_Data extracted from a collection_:
******************************
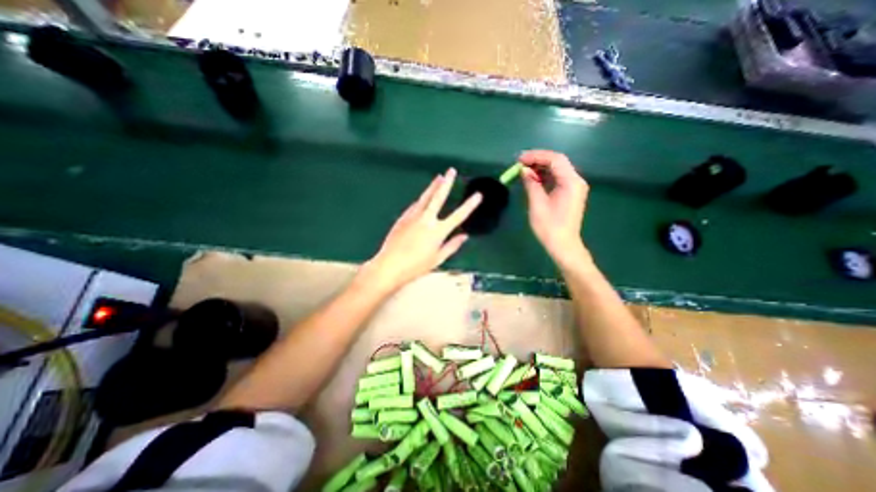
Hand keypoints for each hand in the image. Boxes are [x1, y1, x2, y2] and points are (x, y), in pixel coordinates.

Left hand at [362, 167, 485, 292]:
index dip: (469, 205)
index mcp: (438, 231)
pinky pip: (415, 205)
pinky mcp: (403, 218)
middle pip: (439, 197)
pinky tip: (423, 197)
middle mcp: (427, 220)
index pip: (458, 216)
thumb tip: (464, 236)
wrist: (389, 265)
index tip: (478, 195)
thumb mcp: (438, 259)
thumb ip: (452, 246)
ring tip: (438, 177)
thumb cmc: (416, 266)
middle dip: (447, 183)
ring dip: (433, 186)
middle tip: (451, 171)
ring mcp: (413, 217)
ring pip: (425, 197)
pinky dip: (421, 200)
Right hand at [519, 150, 586, 265]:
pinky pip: (557, 178)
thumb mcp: (537, 204)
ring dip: (540, 168)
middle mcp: (576, 181)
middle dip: (538, 160)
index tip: (520, 159)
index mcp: (571, 182)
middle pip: (557, 162)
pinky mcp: (570, 193)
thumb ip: (531, 184)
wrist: (563, 245)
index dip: (536, 156)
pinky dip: (545, 176)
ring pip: (557, 169)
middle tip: (520, 163)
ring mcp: (574, 187)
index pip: (555, 159)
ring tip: (523, 170)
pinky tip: (533, 179)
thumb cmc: (549, 227)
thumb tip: (524, 170)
******************************
_WORK INSTRUCTION_:
Repeat exactly the lines of the records from the one containing "index mcp: (571, 182)" to the last, and include no line outside that stretch.

_EXERCISE ANSWER_:
index mcp: (571, 182)
middle pip: (557, 162)
pinky mcp: (570, 193)
thumb ip: (531, 184)
wrist: (563, 245)
index dip: (536, 156)
pinky dip: (545, 176)
ring pip: (557, 169)
middle tip: (520, 163)
ring mcp: (574, 187)
index pip: (555, 159)
ring tip: (523, 170)
pinky tip: (533, 179)
thumb cmc: (549, 227)
thumb tip: (524, 170)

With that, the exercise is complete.